Angin sepoi-sepoi yang menyegarkan menerpa wajahnya, membuat rambutnya berkibar liar. Dia mencoba mendorong pintu hingga terbuka, tetapi pintu itu terkunci rapat. Saat itu juga, dia menyadari ada bisikan yang bergema di sekelilingnya.
"Pergi dari sini..."
Shinta tiba-tiba merasakan ketegangan. Bisikannya begitu dekat, seolah-olah ada seseorang di sampingnya yang berbicara dengan lembut. Dia menoleh, hanya untuk menemukan bahwa dia sendirian.
Tanpa rasa takut, dia mengumumkan, "Saya tidak akan pergi ke mana pun! Rumah ini adalah hak milik saya!"
Bisikan itu menghilang, digantikan oleh tawa lembut yang menghantui. Cahaya di ruangan itu tiba-tiba meredup, dan Shinta melihat bayangan di dinding bergerak, padahal tidak ada apa pun disekitarnya yang menyebabkan hal itu.
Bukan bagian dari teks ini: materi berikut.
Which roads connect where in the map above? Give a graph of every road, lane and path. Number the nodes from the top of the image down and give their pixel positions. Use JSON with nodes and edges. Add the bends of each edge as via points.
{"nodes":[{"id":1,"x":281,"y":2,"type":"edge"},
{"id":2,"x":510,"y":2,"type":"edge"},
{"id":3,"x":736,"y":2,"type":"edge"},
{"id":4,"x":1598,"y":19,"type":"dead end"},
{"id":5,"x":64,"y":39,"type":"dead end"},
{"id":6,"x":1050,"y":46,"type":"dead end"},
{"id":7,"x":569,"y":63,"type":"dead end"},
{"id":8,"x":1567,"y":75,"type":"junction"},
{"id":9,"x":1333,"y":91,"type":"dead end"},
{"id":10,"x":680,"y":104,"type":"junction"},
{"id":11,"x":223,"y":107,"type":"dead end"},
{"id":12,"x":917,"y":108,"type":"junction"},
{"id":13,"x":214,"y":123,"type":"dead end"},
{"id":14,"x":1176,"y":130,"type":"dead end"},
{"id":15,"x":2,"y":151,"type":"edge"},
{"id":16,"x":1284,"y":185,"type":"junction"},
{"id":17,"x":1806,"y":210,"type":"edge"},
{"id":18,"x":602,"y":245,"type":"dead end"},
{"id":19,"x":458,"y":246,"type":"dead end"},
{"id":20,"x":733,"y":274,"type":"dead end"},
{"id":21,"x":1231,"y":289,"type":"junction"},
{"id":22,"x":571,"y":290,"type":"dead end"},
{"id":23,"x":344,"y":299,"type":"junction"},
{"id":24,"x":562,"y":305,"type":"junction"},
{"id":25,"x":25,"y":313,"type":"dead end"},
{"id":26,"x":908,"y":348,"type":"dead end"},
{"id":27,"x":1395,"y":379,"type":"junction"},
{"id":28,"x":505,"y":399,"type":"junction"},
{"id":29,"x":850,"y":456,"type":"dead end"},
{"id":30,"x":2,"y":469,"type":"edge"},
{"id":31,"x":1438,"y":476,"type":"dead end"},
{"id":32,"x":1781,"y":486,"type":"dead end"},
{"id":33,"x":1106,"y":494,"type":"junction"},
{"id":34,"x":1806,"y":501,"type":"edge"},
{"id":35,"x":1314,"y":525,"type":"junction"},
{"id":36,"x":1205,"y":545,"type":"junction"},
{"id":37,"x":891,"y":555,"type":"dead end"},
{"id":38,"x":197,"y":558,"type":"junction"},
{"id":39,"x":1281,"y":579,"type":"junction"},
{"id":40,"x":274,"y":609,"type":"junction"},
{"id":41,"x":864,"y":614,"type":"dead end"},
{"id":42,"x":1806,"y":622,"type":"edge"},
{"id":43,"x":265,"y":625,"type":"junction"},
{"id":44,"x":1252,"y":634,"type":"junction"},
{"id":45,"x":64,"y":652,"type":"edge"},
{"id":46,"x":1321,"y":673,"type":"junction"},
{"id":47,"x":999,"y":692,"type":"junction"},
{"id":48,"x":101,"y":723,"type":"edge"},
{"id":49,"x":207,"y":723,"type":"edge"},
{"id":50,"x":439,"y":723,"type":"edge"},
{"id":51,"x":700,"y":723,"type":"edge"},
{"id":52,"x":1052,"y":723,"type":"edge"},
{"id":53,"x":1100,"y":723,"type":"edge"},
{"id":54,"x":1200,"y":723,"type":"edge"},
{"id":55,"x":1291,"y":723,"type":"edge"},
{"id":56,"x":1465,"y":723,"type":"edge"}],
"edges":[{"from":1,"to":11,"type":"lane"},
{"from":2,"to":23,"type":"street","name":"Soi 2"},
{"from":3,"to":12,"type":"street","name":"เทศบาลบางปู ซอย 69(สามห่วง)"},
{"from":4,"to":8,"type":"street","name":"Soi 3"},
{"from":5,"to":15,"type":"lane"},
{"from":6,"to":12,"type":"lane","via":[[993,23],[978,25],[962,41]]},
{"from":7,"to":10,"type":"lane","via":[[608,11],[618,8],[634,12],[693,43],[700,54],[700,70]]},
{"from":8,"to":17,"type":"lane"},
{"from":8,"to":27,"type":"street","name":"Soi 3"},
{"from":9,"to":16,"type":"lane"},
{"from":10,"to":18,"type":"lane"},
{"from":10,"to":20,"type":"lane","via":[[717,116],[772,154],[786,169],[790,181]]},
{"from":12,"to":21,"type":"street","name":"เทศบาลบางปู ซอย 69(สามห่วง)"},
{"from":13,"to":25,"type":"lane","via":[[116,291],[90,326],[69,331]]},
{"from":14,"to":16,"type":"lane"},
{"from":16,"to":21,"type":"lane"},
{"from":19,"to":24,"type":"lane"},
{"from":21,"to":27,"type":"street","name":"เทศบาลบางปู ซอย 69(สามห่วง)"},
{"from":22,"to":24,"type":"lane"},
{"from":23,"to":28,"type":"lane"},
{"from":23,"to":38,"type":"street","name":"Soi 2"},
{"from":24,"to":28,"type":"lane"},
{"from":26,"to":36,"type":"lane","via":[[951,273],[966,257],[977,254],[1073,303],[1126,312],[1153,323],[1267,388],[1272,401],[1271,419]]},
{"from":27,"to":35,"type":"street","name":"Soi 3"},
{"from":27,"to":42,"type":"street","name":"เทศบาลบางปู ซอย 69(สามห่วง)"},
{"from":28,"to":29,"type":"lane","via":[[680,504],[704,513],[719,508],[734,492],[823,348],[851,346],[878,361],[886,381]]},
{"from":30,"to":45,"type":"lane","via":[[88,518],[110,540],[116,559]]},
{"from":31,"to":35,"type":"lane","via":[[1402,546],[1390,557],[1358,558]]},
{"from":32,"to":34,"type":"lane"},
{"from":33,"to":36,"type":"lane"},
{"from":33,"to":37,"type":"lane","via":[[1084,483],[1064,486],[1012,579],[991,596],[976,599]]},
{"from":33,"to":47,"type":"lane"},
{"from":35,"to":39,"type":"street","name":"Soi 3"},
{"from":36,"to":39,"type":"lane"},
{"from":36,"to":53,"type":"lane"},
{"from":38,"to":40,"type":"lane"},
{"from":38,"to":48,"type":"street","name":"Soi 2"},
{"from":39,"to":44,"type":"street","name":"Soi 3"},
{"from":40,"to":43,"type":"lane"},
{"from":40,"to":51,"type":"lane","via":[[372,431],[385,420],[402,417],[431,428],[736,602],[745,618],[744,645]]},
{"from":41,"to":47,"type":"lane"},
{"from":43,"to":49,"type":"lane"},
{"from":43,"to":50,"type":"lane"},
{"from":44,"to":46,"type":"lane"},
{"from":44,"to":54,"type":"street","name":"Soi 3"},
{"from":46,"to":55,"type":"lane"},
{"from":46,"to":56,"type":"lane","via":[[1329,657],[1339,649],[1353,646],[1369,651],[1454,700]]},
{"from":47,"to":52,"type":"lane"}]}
Dia menutup matanya dan fokus pada pernapasannya. Saat dia membukanya lagi, pintu kamar sudah terbuka. Dia segera meninggalkan kamar dan berjalan ke bawah.
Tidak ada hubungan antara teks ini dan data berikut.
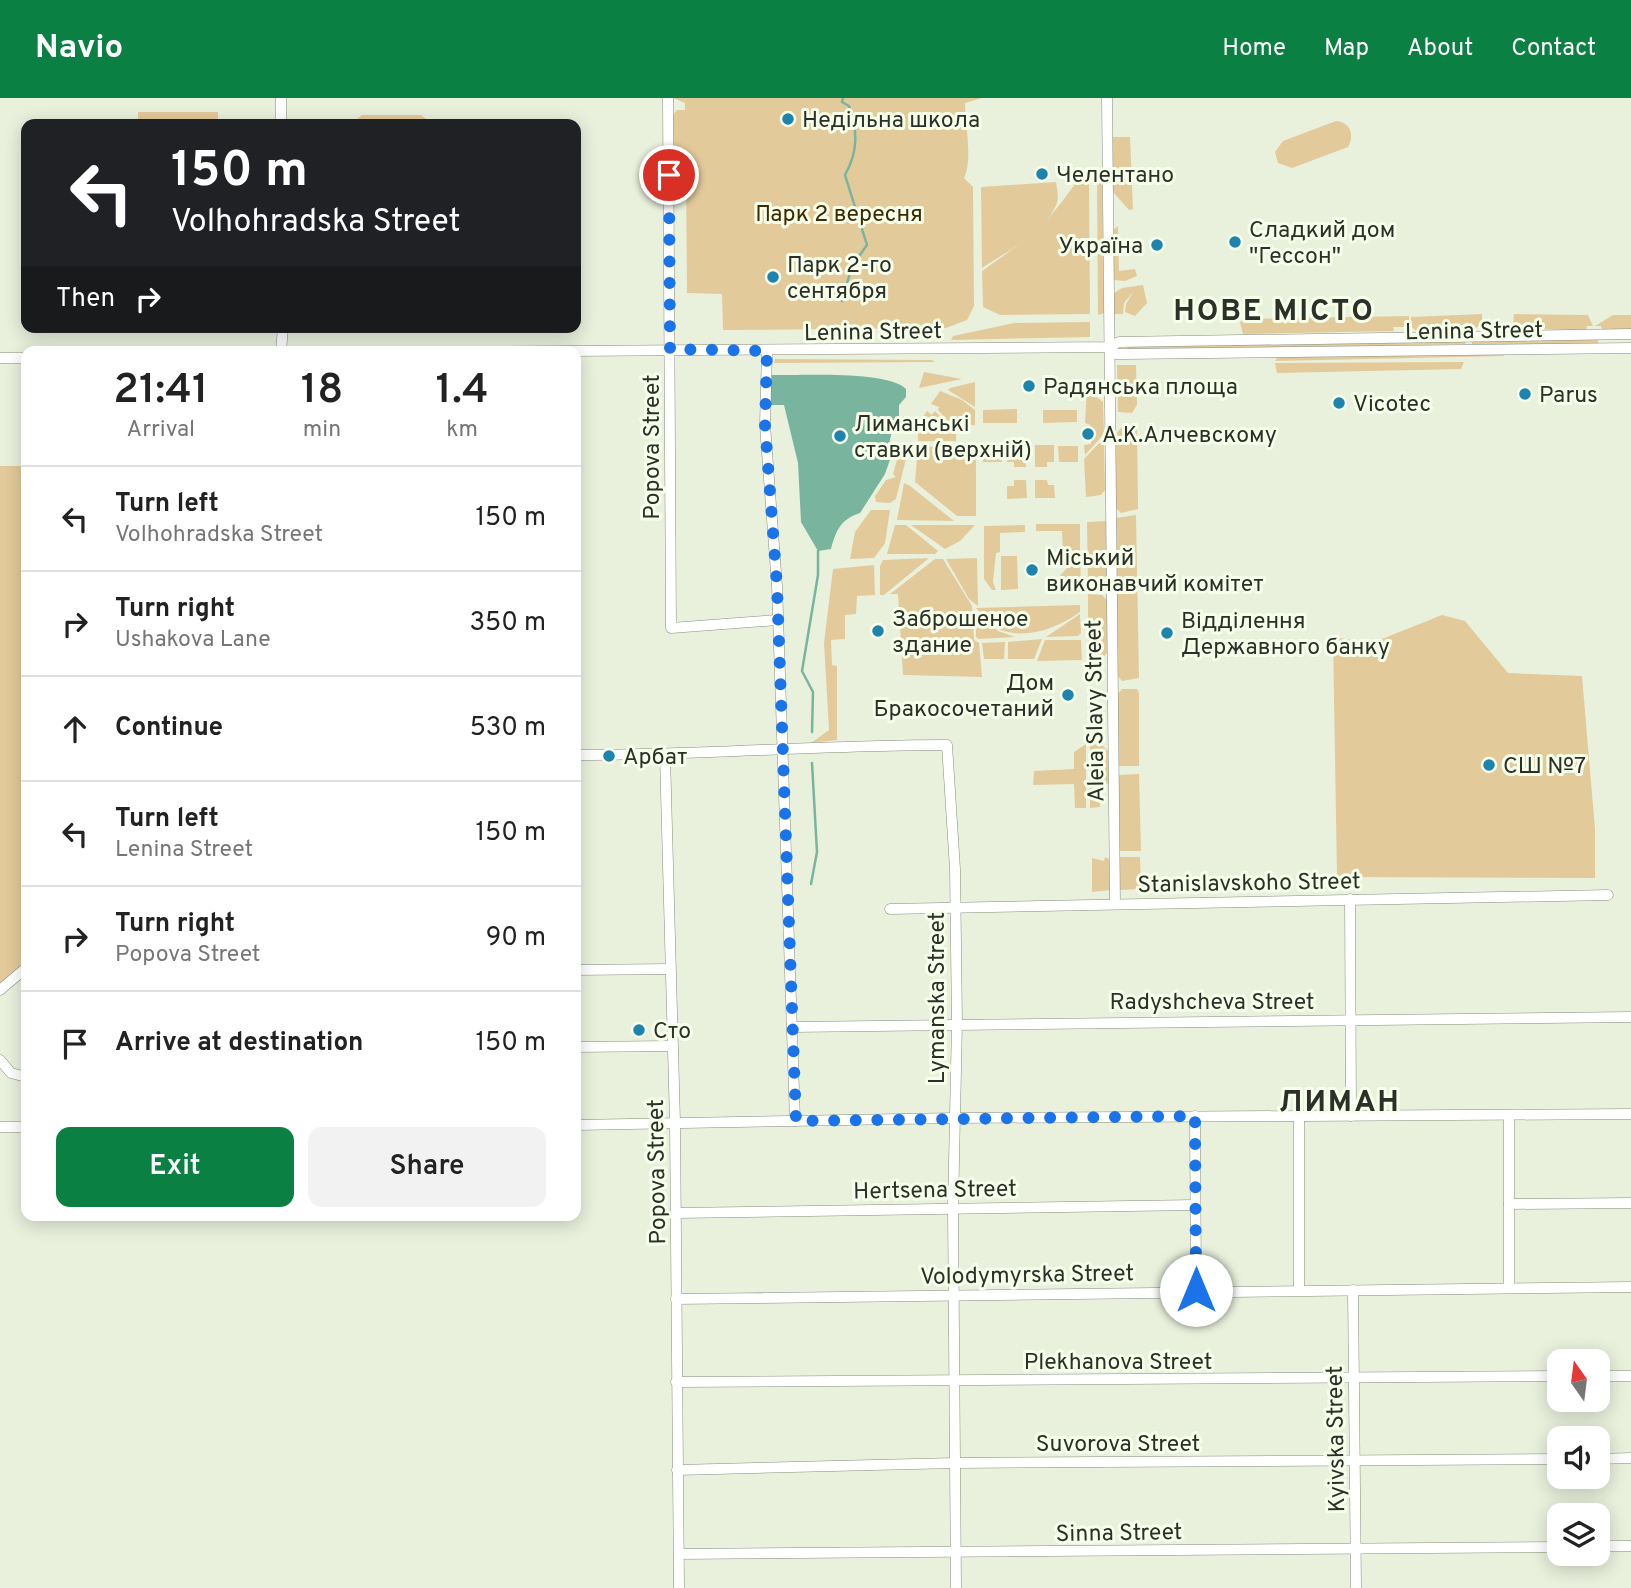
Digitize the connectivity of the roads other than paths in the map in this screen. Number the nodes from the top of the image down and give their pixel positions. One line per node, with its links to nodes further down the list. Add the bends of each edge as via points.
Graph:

Setelah beberapa saat, dia bisa menemukan ketenangan. "Mungkin karena rumah ini sudah lama kosong," pikirnya. Namun, jauh di lubuk hatinya, dia merasa ada yang tidak beres di rumah ini.
Keesokan harinya, Shinta berusaha menepis pengalaman aneh itu. Saat membersihkan rumahnya, dia menemukan sebuah kotak kayu antik di lemari dapur. Terkunci, tapi kuncinya masih ada di gemboknya. Karena penasaran, dia membuka kotak itu dan menemukan sebuah buku harian tua.
Di halaman-halaman itu, tulisan tangan pamannya ada dimana-mana. Tapi setiap kata yang dia baca, rasa merinding menjalari dirinya. Catatan tersebut mengungkapkan keberadaan "penghuni tak kasat mata" yang telah tinggal di rumah tersebut jauh sebelum mereka pindah.
"Orang-orang itu tetap tinggal," kata pamannya. "Dia tidak suka gangguan. Jangan buka pintu kamar tamu di lantai dua. Itu area pribadinya."